It’s Good To Be Right, But This Time Let’s Hope I’m Not

Yesterday I was asked by the real estate company I work for to participate in a panel and speak on a couple subjects.  The first topic was on how to successfully create a business based listings and the second, on blogging and writing about real estate.  Every Realtor knows, that a successful real estate practice requires an ability to get listings.  It truly is the bread and butter of the real estate trade.  Why you ask?  It’s really pretty simple.  Take any given weekend.  A Realtor who is working with buyers can show, what, maybe 3 buyers a few homes in one day?  So by really hustling, a good agent might be able to represent 6 clients in a weekend and that’s if all the stars align and you find each client a home in the first or second property you show.  Contrast that with listings.  In theory I could have an infinite number of listings, all being marketed simultaneously and being shown by anyone of the thousands of Realtors showing property over any normal weekend.  6 vs. infinity, hmmm… pretty easy to figure listings are the name of the real estate game.  Thus I spoke about how I market myself and what it is I do for my clients that gives them the confidence to hire me to list and sell their home.

After my panel participation, we moved to break out groups, where I was asked to speak about blogging and writing for real estate.  If you’ve read any of my posts in the past, you know that I am passionate about real estate and economics and like to share my views through my blog.  I was flattered to be asked and even more flattered by the number of people who came to my table to hear me speak about blogging.

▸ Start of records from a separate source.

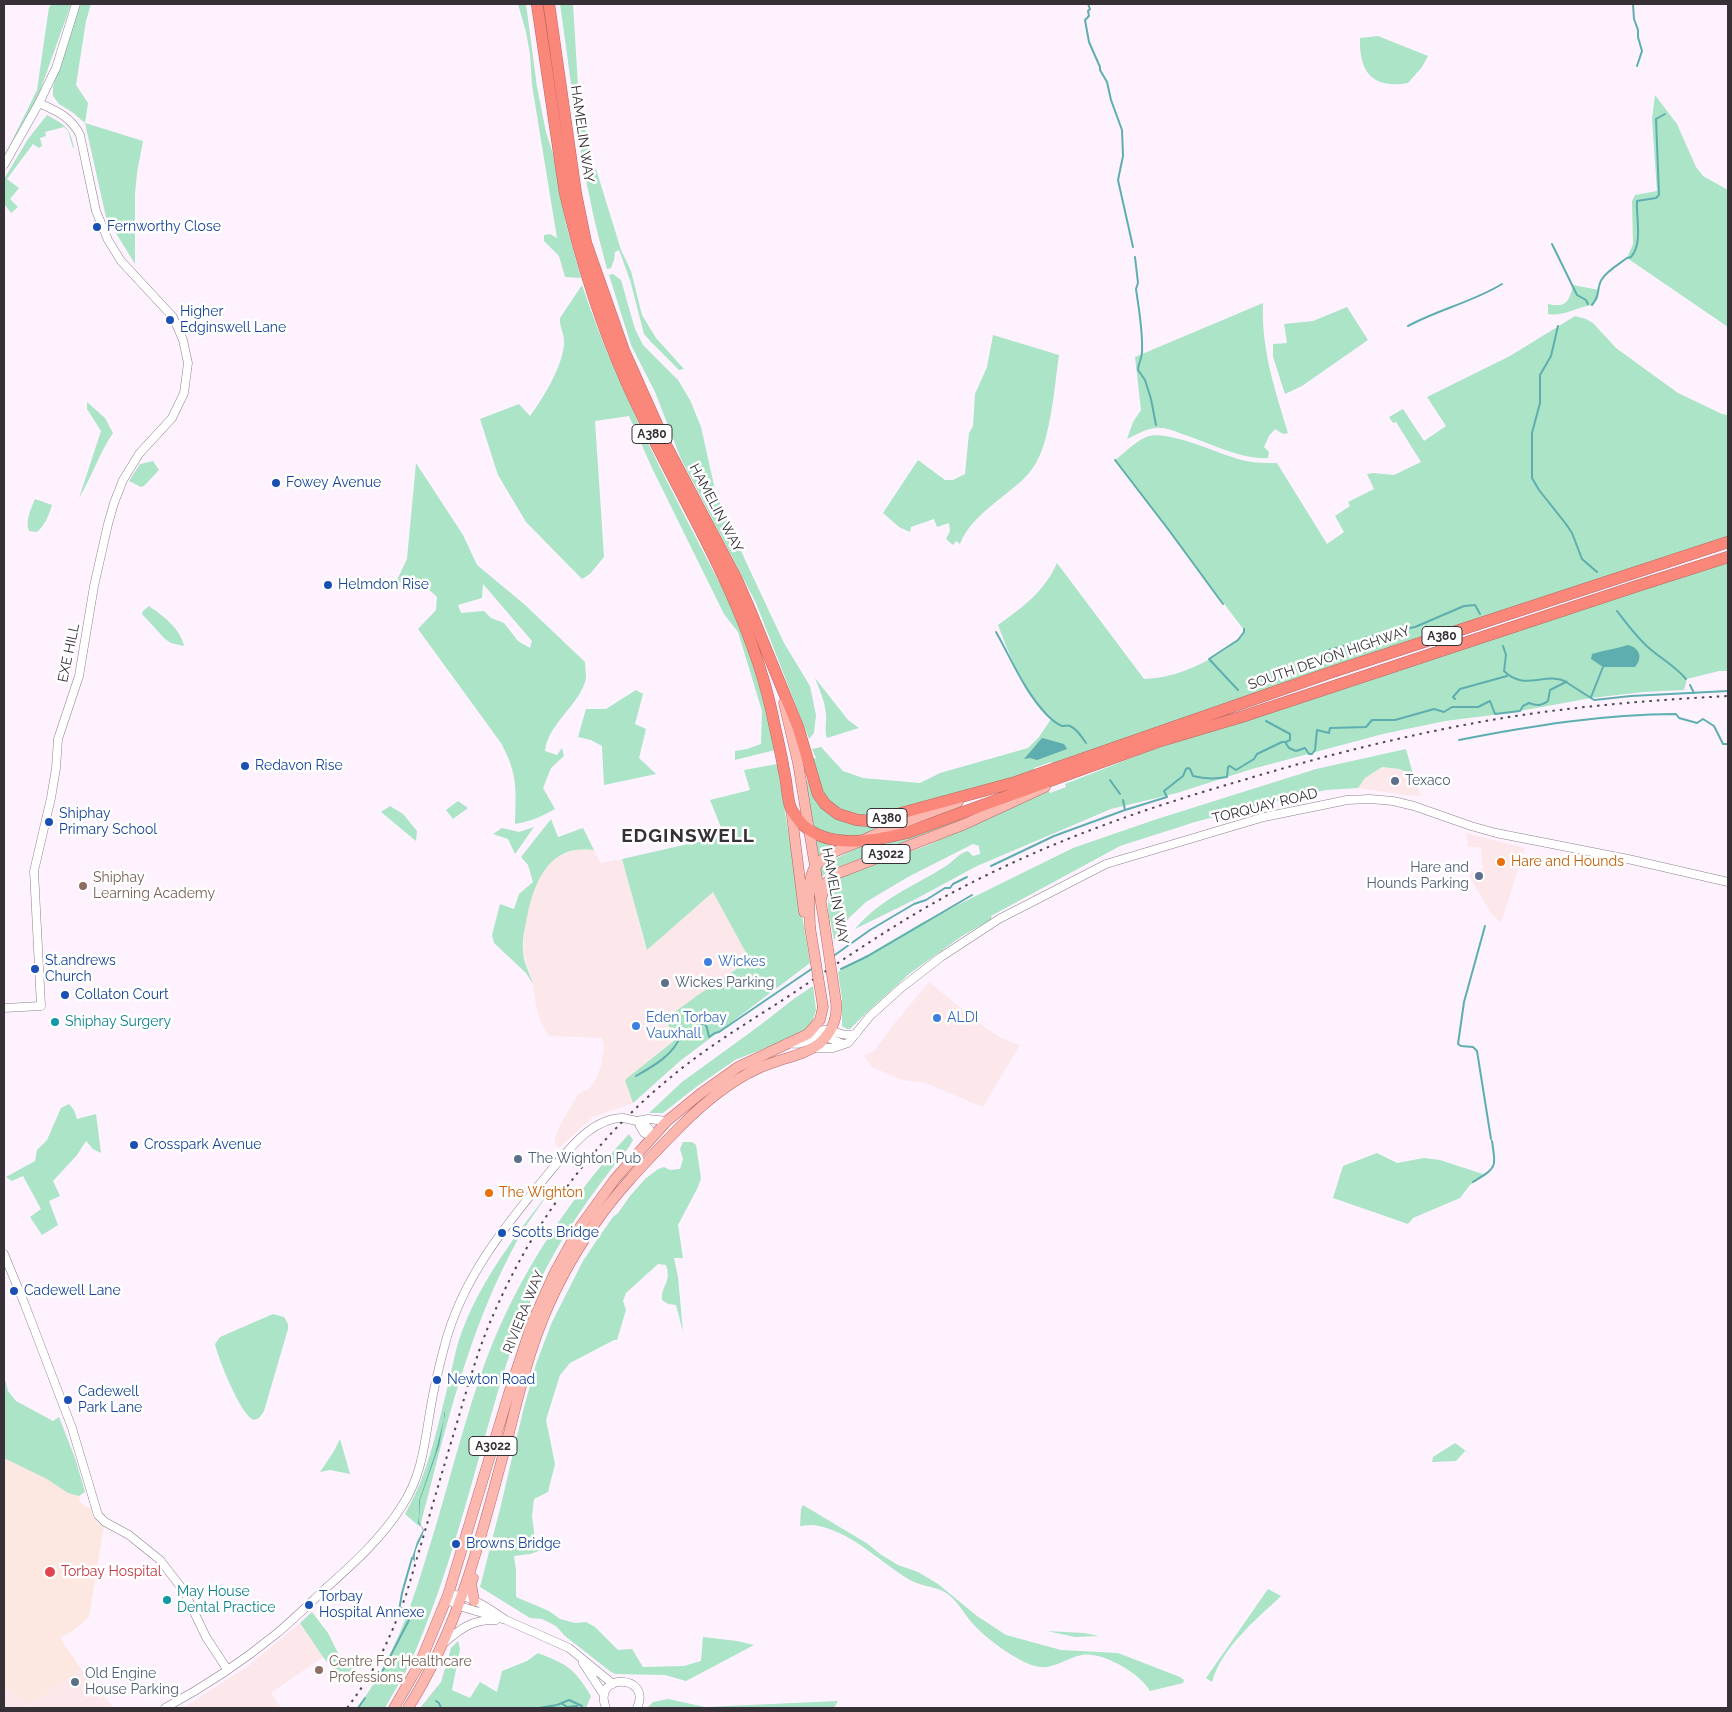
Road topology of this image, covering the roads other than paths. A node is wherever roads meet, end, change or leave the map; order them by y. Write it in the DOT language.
graph roads {
  1 [pos="76,4"];
  2 [pos="537,4"];
  3 [pos="549,4"];
  4 [pos="39,103"];
  5 [pos="4,165"];
  6 [pos="1728,542"];
  7 [pos="1728,557"];
  8 [pos="779,682"];
  9 [pos="803,762"];
  10 [pos="1059,774"];
  11 [pos="1043,781"];
  12 [pos="998,788"];
  13 [pos="790,807"];
  14 [pos="808,830"];
  15 [pos="862,841"];
  16 [pos="814,867"];
  17 [pos="1728,882"];
  18 [pos="821,899"];
  19 [pos="810,927"];
  20 [pos="4,1008"];
  21 [pos="824,1030"];
  22 [pos="856,1034"];
  23 [pos="843,1044"];
  24 [pos="814,1048"];
  25 [pos="637,1121"];
  26 [pos="667,1121"];
  27 [pos="680,1126"];
  28 [pos="654,1138"];
  29 [pos="4,1254"];
  30 [pos="506,1441"];
  31 [pos="448,1595"];
  32 [pos="474,1600"];
  33 [pos="461,1601"];
  34 [pos="506,1620"];
  35 [pos="445,1642"];
  36 [pos="579,1657"];
  37 [pos="227,1669"];
  38 [pos="613,1684"];
  39 [pos="604,1695"];
  40 [pos="165,1708"];
  41 [pos="394,1708"];
  42 [pos="408,1708"];
  43 [pos="606,1708"];
  44 [pos="637,1708"];
  1 -- 4 [label="street"];
  2 -- 13 [label="highway, HAMELIN WAY / A380"];
  3 -- 8 [label="highway, HAMELIN WAY / A380"];
  4 -- 5 [label="street"];
  4 -- 20 [label="street, EXE HILL"];
  6 -- 10 [label="highway, SOUTH DEVON HIGHWAY / A380"];
  7 -- 10 [label="highway, SOUTH DEVON HIGHWAY / A380"];
  8 -- 9 [label="highway, SOUTH DEVON HIGHWAY / A380"];
  9 -- 12 [label="highway, SOUTH DEVON HIGHWAY / A380"];
  9 -- 14 [label="main road, HAMELIN WAY / A3022"];
  10 -- 11 [label="highway, SOUTH DEVON HIGHWAY / A380"];
  11 -- 12 [label="highway, SOUTH DEVON HIGHWAY / A380"];
  11 -- 15 [label="highway, SOUTH DEVON HIGHWAY / A380"];
  11 -- 18 [label="main road, SOUTH DEVON HIGHWAY / A3022"];
  12 -- 15 [label="main road, SOUTH DEVON HIGHWAY / A3022"];
  13 -- 14 [label="highway, A380"];
  13 -- 19 [label="main road, HAMELIN WAY / A3022"];
  14 -- 15 [label="highway, SOUTH DEVON HIGHWAY / A380"];
  14 -- 16 [label="main road, HAMELIN WAY / A3022"];
  15 -- 16 [label="main road, SOUTH DEVON HIGHWAY / A3022"];
  16 -- 18 [label="main road, HAMELIN WAY / A3022"];
  16 -- 19 [label="main road, A3022"];
  17 -- 22 [label="street, TORQUAY ROAD"];
  18 -- 21 [label="main road, HAMELIN WAY / A3022, bridge"];
  19 -- 21 [label="main road, HAMELIN WAY / A3022, bridge"];
  21 -- 22 [label="street"];
  21 -- 23 [label="street"];
  21 -- 24 [label="main road, RIVIERA WAY / A3022"];
  21 -- 26 [label="main road, RIVIERA WAY / A3022"];
  22 -- 23 [label="street, TORQUAY ROAD"];
  23 -- 24 [label="street, TORQUAY ROAD"];
  24 -- 27 [label="main road, RIVIERA WAY / A3022"];
  25 -- 26 [label="street"];
  25 -- 28 [label="street"];
  25 -- 37 [label="street, bridge"];
  26 -- 28 [label="main road, RIVIERA WAY / A3022"];
  27 -- 28 [label="main road, A3022"];
  27 -- 30 [label="main road, RIVIERA WAY / A3022"];
  28 -- 31 [label="main road, RIVIERA WAY / A3022"];
  29 -- 37 [label="street"];
  30 -- 32 [label="main road, RIVIERA WAY"];
  30 -- 33 [label="main road, RIVIERA WAY / A3022"];
  31 -- 33 [label="street"];
  31 -- 41 [label="main road, RIVIERA WAY / A3022"];
  32 -- 33 [label="street"];
  32 -- 34 [label="street"];
  33 -- 34 [label="street"];
  33 -- 35 [label="main road, RIVIERA WAY / A3022"];
  34 -- 35 [label="street"];
  34 -- 36 [label="street"];
  35 -- 42 [label="main road, RIVIERA WAY / A3022"];
  36 -- 38 [label="street"];
  36 -- 39 [label="street"];
  37 -- 40 [label="street"];
  38 -- 39 [label="street"];
  38 -- 44 [label="street"];
  39 -- 43 [label="street"];
}
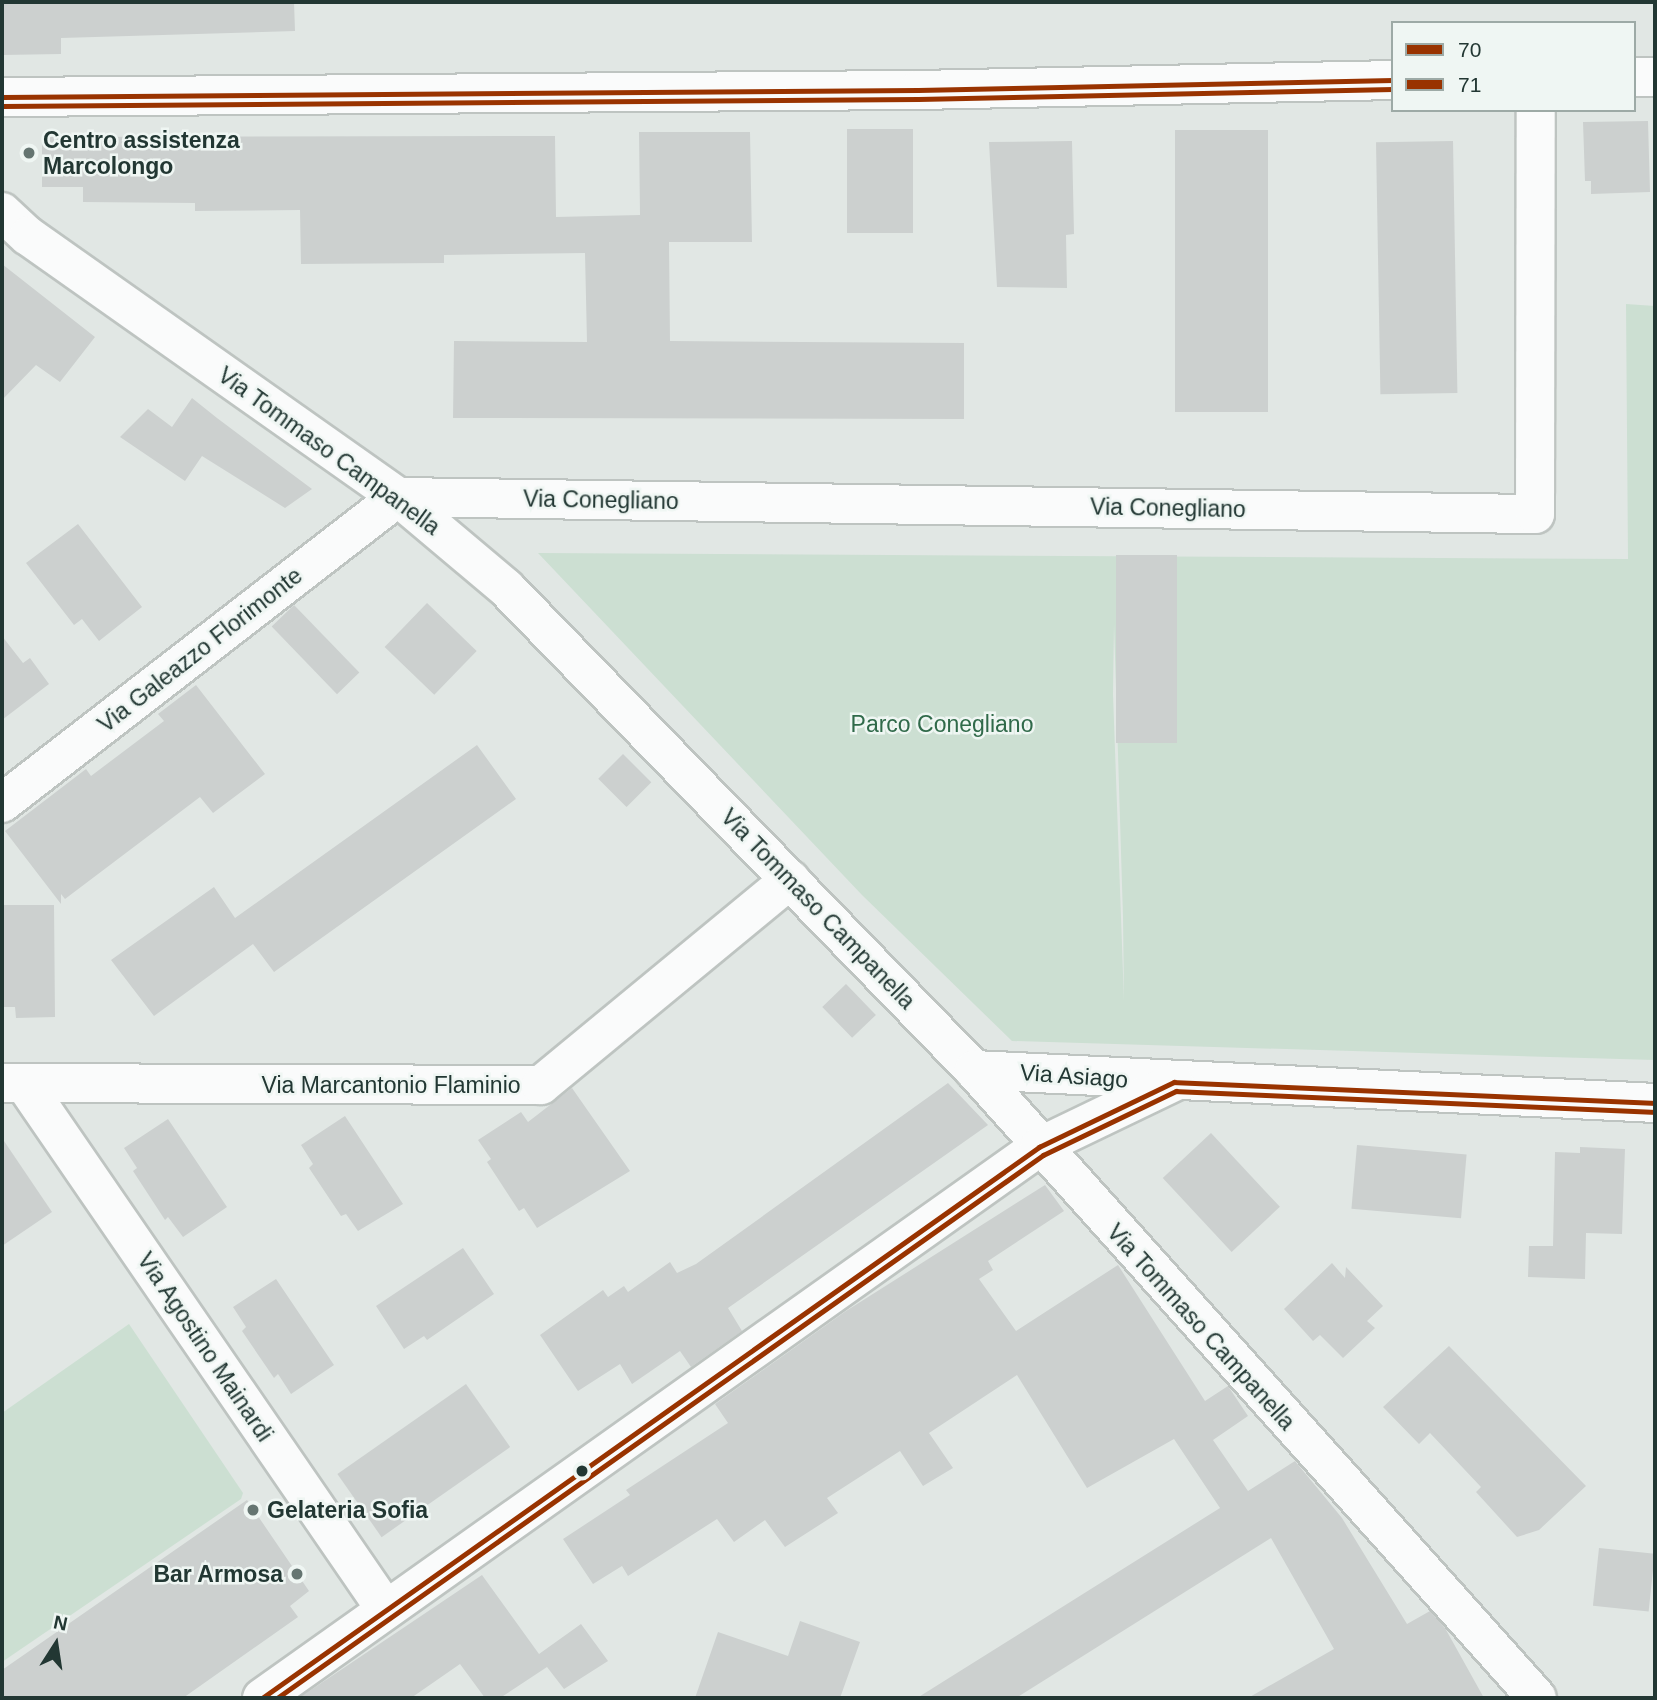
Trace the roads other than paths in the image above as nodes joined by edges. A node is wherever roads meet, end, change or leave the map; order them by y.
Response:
1 (1636, 77) edge
2 (1655, 77) edge
3 (1391, 80) edge
4 (2, 97) edge
5 (1536, 112) edge
6 (9, 224) edge
7 (398, 497) junction
8 (2, 803) edge
9 (790, 880) junction
10 (974, 1070) junction
11 (1174, 1082) junction
12 (13, 1083) edge
13 (1655, 1103) edge
14 (1039, 1146) junction
15 (386, 1610) junction
16 (262, 1698) edge
17 (1537, 1698) edge

1 - 2 street
3 - 4 street
5 - 7 street, Via Conegliano
6 - 7 street, Via Tommaso Campanella
7 - 8 street, Via Galeazzo Florimonte
7 - 9 street, Via Tommaso Campanella
9 - 10 street, Via Tommaso Campanella
9 - 12 street, Via Marcantonio Flaminio
10 - 11 street, Via Asiago
10 - 14 street, Via Tommaso Campanella
11 - 13 street, Via Asiago
11 - 14 street, Via Asiago
12 - 15 street, Via Agostino Mainardi
14 - 15 street, Via Asiago
14 - 17 street, Via Tommaso Campanella
15 - 16 street, Via Asiago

I explained how you start a blog, where to get a domain name and how to use categories and tags to get noticed by the search engines.  But one of the questions really rang out and that was, how did I get my ideas for content.  I said many ideas just come from our day-to-day dealings with clients and transaction and other ideas simply come from the news.  For example, when I called the bottom of the real estate crash on May 28 2011, (https://therealestateconversation.com/2011/05/20/real-estate-good-news-just-keeps-coming/ ) it was based on my “boots on the ground” experiences and attention to the numbers that the market was producing.  When I wrote about, “How to successfully get a loan mod,” it was from my experience of helping some family members and clients to navigate through the morass that was the modification process.  The fun thing about putting thoughts and opinions on paper or in cyberspace, is that I can go back and look at things I’ve written.  By and large I’ve been pretty accurate and there’s no blog that stand out as, “oops, missed that one.”  In fact I’ve been right a lot.  Which brings me to today.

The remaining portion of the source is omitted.